Shannon began her professional career working for the YWCA in Columbus as a manager of a trial program in conjunction with the CDC and YWCA USA to ensure marginalized women had access to breast and cervical screenings; it is now a staple in communities in the area. With over 20 years in the health industry, she has worked for Wyeth Pharmaceuticals Women’s Health Division, Miami Valley Hospital, Premier Health Partners, and CareSource in sales, business development, systems integration, and business and clinical integration, respectively.
Shannon has had extensive post-Baccalaureate education through the Ohio State University and Wright State University Boonshoft School of Medicine, and she has a Bachelor of Science in Pre-Medicine/Biology from Spelman College in Atlanta, Ga., and an MBA in Health Care Administration from Northeastern D’Amore-McKim School of Business in Boston, Mass. Awards bestowed include: Antioch College Coretta Scott King Justice Award, DBJ Forty under 40, Leadership Dayton, DBJ 50 Most Powerful Women, WiBN Top 25 Women to Watch, and DBJ Forty Under 40 Alumni Hall of Fame.

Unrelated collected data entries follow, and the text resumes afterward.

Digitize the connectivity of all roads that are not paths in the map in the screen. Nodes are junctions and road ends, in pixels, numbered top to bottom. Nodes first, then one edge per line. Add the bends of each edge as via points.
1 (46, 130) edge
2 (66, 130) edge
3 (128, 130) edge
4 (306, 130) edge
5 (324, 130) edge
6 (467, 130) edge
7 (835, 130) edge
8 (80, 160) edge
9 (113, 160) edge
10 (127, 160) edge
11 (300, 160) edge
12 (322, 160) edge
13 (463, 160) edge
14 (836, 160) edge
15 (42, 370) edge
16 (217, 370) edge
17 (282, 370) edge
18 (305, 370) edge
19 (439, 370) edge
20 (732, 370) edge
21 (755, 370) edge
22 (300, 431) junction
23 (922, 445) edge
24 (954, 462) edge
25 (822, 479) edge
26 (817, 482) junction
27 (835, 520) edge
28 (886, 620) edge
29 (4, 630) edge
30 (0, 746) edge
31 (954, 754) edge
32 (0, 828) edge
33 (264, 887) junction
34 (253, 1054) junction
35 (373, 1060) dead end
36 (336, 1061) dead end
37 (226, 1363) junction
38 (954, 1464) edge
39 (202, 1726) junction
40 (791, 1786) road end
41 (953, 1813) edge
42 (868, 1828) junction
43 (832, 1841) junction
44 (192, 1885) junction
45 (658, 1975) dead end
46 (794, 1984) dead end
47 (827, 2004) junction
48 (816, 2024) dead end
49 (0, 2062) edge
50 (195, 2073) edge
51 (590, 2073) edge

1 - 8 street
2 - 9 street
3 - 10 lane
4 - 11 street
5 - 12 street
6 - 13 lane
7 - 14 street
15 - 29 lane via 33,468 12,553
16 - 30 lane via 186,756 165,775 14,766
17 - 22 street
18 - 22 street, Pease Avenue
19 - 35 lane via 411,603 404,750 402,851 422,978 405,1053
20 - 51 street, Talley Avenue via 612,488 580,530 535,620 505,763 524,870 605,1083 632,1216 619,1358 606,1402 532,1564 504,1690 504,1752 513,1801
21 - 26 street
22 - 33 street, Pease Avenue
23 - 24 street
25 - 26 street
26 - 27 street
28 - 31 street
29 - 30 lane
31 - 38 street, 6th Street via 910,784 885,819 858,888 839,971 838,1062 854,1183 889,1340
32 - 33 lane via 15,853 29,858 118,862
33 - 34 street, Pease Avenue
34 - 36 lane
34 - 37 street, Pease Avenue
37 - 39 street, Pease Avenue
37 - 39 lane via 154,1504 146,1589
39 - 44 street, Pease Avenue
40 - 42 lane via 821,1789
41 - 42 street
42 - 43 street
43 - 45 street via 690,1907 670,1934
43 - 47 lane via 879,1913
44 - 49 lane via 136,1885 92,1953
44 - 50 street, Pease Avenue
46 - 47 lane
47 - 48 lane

Shannon is an active participant of her community, including numerous committees, boards and initiatives.
What drew you to serve the YWCA in this way?
“I knew, very early on and at a very young age, that I wanted to help women. At first, I thought that looked like going into medicine; but actually, where I wanted to spend my life’s work was in helping women on the fringes – poor women, and Black women in particular. YWCA found me, and recruited me, and as it came into focus, I realized it was a mission that was aligned to my life’s work, and I knew that even at 21. And, even moving through other professional spaces and eventually finding my way back to YWCA, in truth, I’ve never left.”